Tout ce beau monde se trouve toutefois pris en souricière entre les élans protectionnistes américains et la difficile renégociation de l'ALÉNA. Si cette dernière aboutit, tant mieux, sinon... Ça passe vite, une exemption de 30 jours, celle que les Américains ont consentie aux industries canadiennes.

« Pourtant, nous avons vraiment le vent dans les voiles », dit Marie Lapointe, PDG d'AluQuébec, la grappe industrielle de l'aluminium au Québec. En regroupant les grandes entreprises productrices, les équipementiers et les fournisseurs de services, AluQuébec compte quelque 1 500 membres.

Elle comprend que la récente intervention du premier ministre Justin Trudeau ait pris place au Saguenay, qui a valeur de symbole pour l'ensemble de l'industrie.

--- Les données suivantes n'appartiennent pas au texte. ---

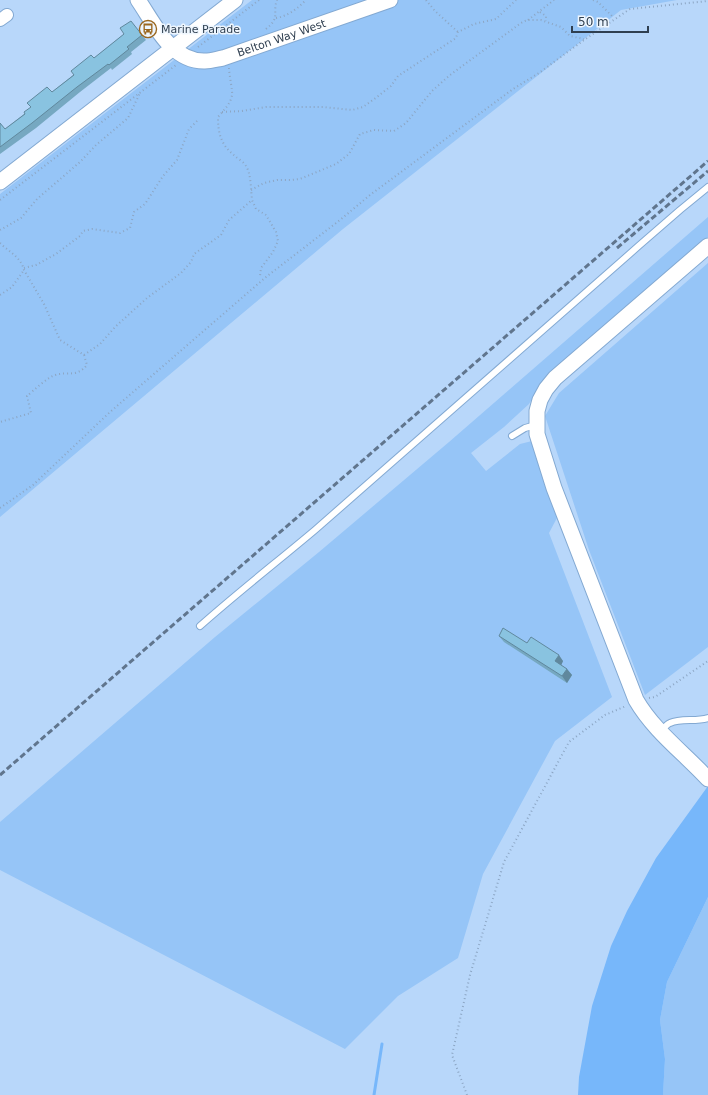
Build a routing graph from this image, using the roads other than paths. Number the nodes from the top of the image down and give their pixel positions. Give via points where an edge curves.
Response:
1 (138, 0) edge
2 (236, 0) edge
3 (390, 0) edge
4 (173, 49) junction
5 (0, 182) edge
6 (708, 187) edge
7 (708, 246) edge
8 (536, 425) junction
9 (512, 436) dead end
10 (200, 626) dead end
11 (708, 718) edge
12 (659, 732) junction
13 (708, 779) edge

1 - 4 street
2 - 4 street
3 - 4 street, Belton Way West via 228,57 205,62 196,61 192,54
4 - 5 street
6 - 10 lane
7 - 8 street via 555,378 540,400
8 - 9 lane
8 - 12 street via 554,488 636,700
11 - 12 lane via 701,721 671,722
12 - 13 street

Ses préoccupations vont cependant au-delà des photo op. Elle pense aux PME qui vont trouver le temps long si jamais une surtaxe leur est finalement imposée.

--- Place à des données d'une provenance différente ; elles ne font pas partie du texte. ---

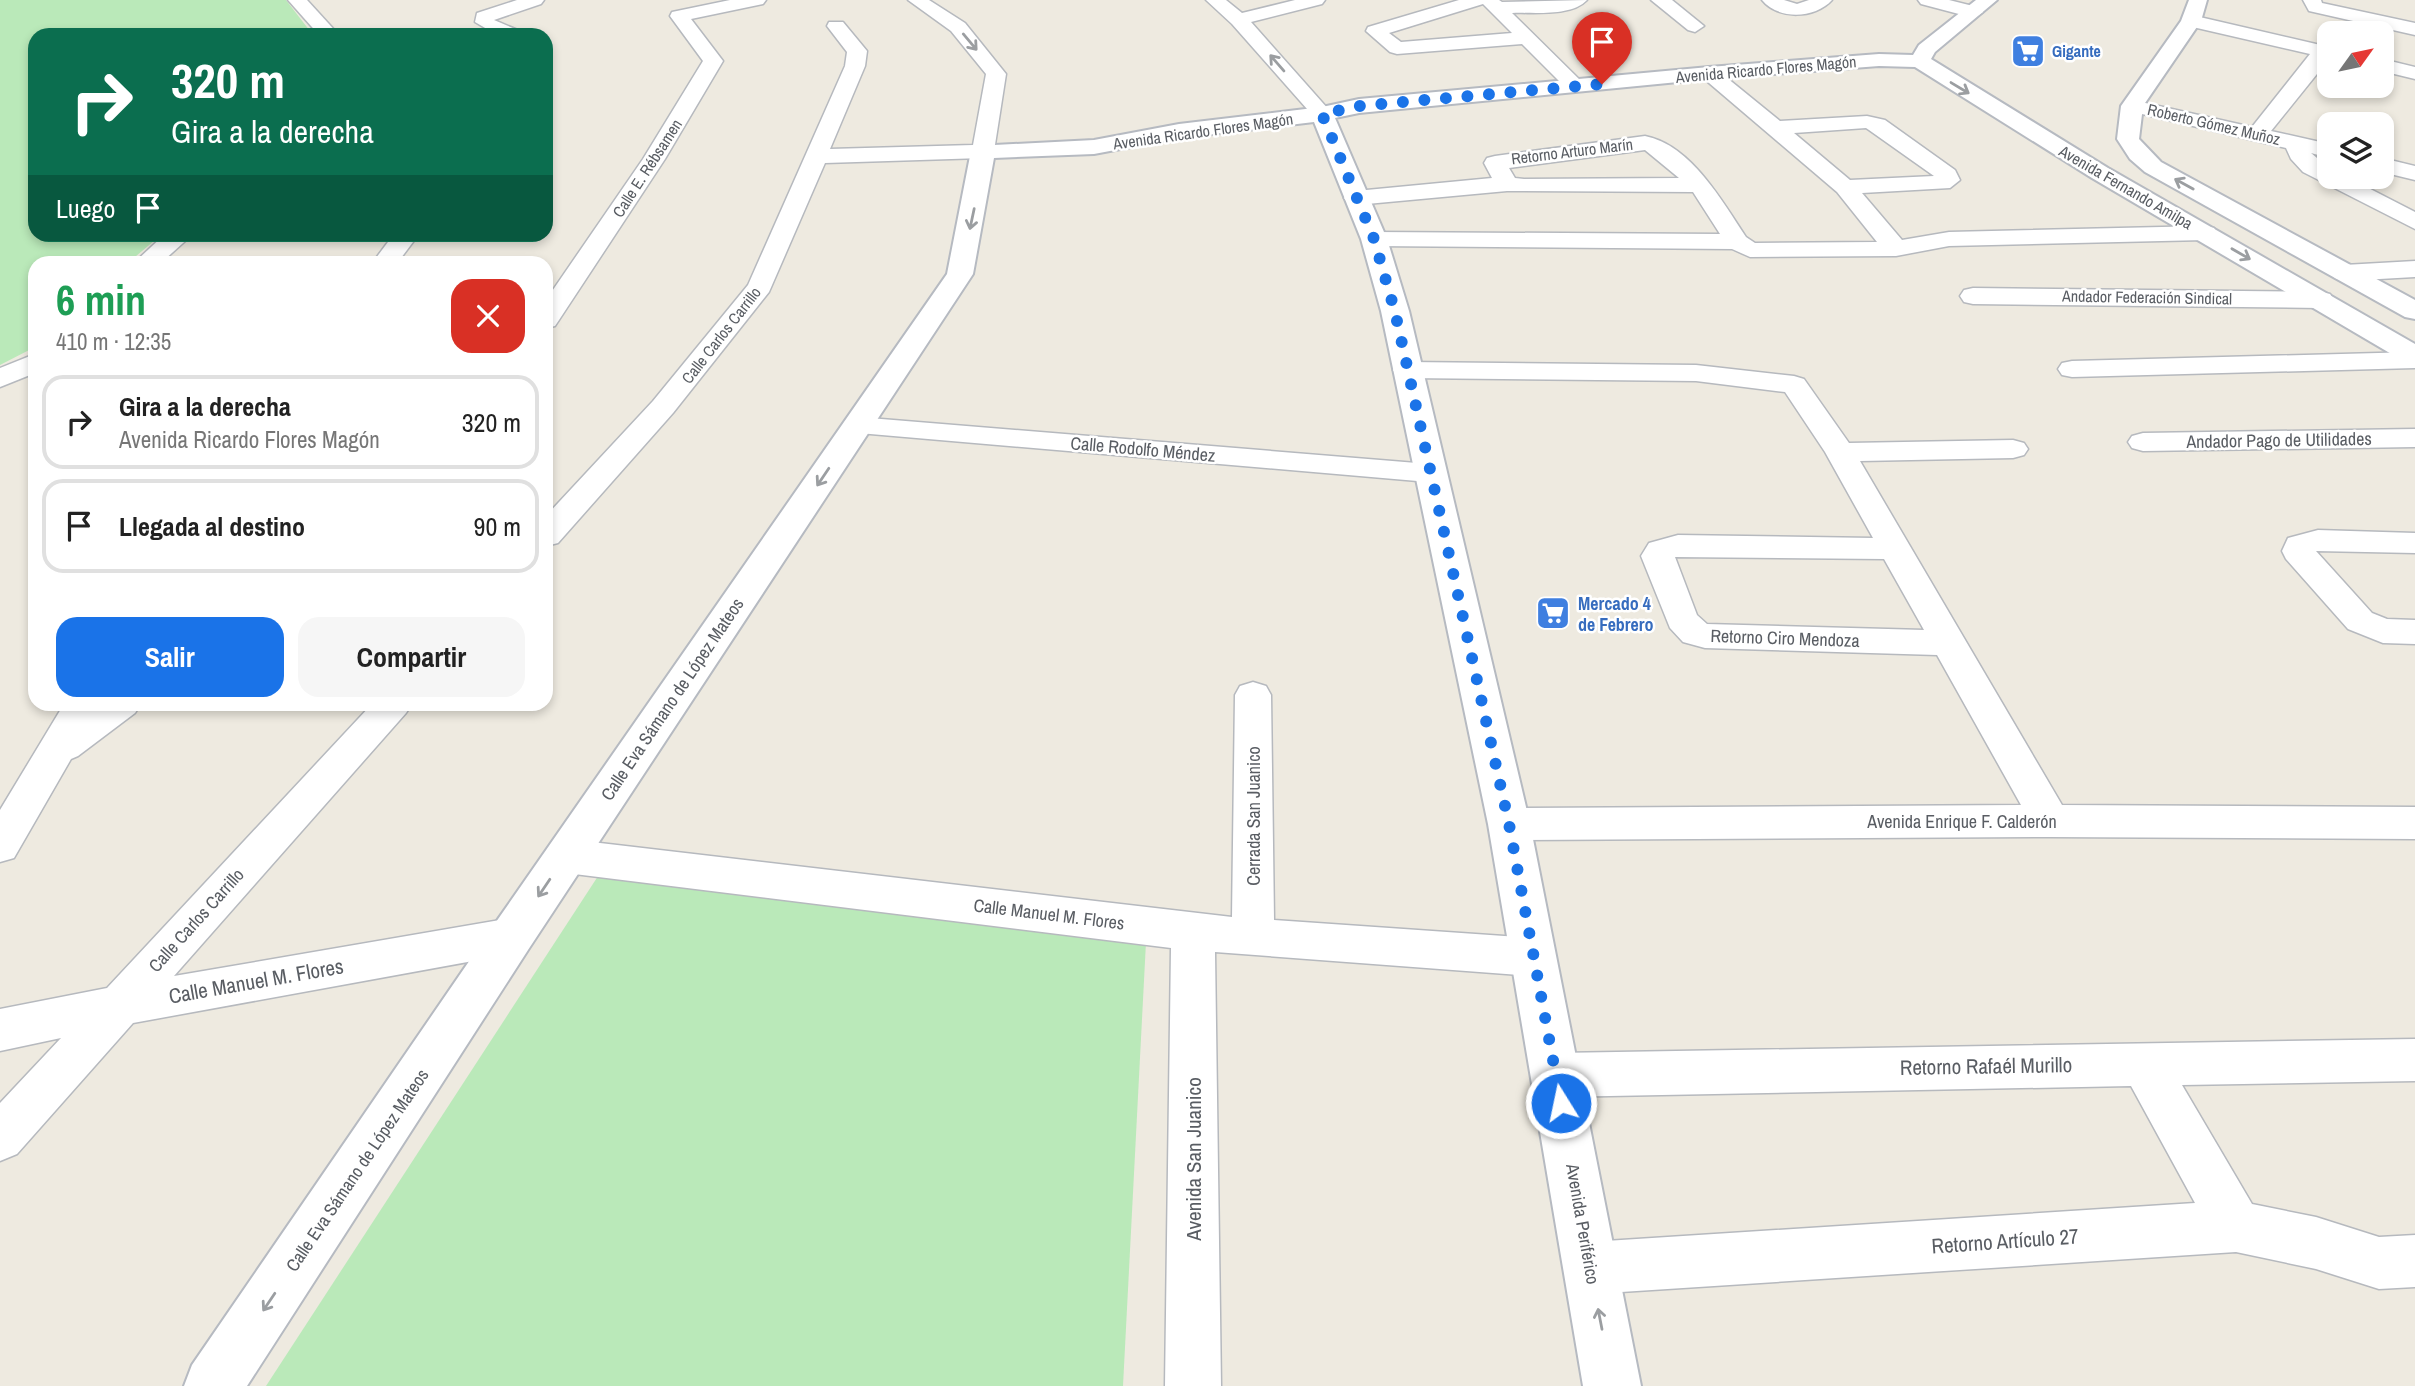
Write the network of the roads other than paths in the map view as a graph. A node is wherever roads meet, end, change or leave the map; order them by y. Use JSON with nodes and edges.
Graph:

Pourquoi ? Parce qu'elles se situent en bout de course et qu'il leur sera difficile de refiler la facture augmentée à leurs clients.

Voici comment se présente la chaîne d'approvisionnement au Québec.

Environ 85 % de la production primaire (genre lingots) des Rio Tinto, Alcoa et compagnie prend le chemin des États-Unis. C'est là que s'effectue, par d'autres grandes entreprises, une deuxième transformation qui rend au métal la forme désirée par les transformateurs. Les pièces reprennent ensuite le chemin du Québec pour les PME qui en ont besoin, qui finissent le travail en troisième transformation.

Pourquoi passer par les États-Unis ? Il manque encore ici ce maillon essentiel de la chaîne pour la deuxième transformation, qu'on appelle les extrudeurs. Ça viendra un jour. AluQuébec y travaille. En attendant, l'aller-retour entre le Québec et les États-Unis est inévitable.

C'est ici que le bât blesse. Si une taxe est imposée, les multinationales productrices, ici, peuvent éventuellement s'entendre avec leurs vis-à-vis américains, dans le genre « J'en assume une partie, tu prends l'autre et à toi de la refiler à tes clients ». Mais ce sont des PME qui vont ensuite recevoir ces produits de deuxième transformation retournés ici, et leurs prix ne sont pas aussi élastiques. Si on leur charge plus cher pour le métal livré, leurs options sont limitées : elles peuvent casquer la hausse, qui risque forcément de gruger leur marge de profits, ou tenter de la retransmettre à leurs clients à elles, dans un marché hautement compétitif.

L'aluminium côtoie l'acier dans le secteur des véhicules. Une augmentation des prix de l'un risque de profiter à l'autre. Dans les équipements de sport, tous les matériaux, composites ou autres, se font concurrence et le signal de prix est pris en compte. C'est pareil dans tous les domaines.

« Il ne faut pas croire que seules les régions ressources sont en cause », précise Mme Lapointe. Dans les faits, même si c'est peu connu, la moitié des entreprises actives en troisième transformation sont situées dans la grande région de Montréal. Celle de la Capitale-Nationale en compte 119, Chaudière-Appalaches, 111. Comme il se doit, le Saguenay-Lac-St-Jean n'est pas en reste, elle qui compte 141 entreprises actives en troisième transformation, auxquelles s'ajoutent 21 équipementiers, comme Mecfor.

Ces équipementiers qui surfent sur la popularité grandissante de l'aluminium pourront toujours s'en tirer s'ils jouent bien leurs cartes. Leur mission est de rendre les entreprises d'ici et d'ailleurs plus productives. C'est plus délicat pour les transformateurs. L'épée de Damoclès a peut-être évolué, elle est peut-être aujourd'hui en aluminium, mais elle pèse plus que jamais au-dessus de leur tête.

« Et il ne faut pas oublier que l'aluminium québécois est l'un, sinon le plus propre de la planète, ajoute Mme Lapointe, son empreinte carbone est réduite du fait de la participation de nos énergies renouvelables. » Oui, le coût de revient est parfois plus faible en Inde et en Chine, entre autres du fait de salaires moins élevés, mais la donnée environnementale ne devrait-elle faire partie de l'équation aux yeux des Américains ?

Au vu de l'administration en place, ce n'est pas certain. Mais les lois du marché, elles, devraient favoriser l'aluminium québécois tout au long de la chaîne d'approvisionnement. Il faut espérer que les Américains s'en souviennent, eux qui se proclament les champions de la libre entreprise.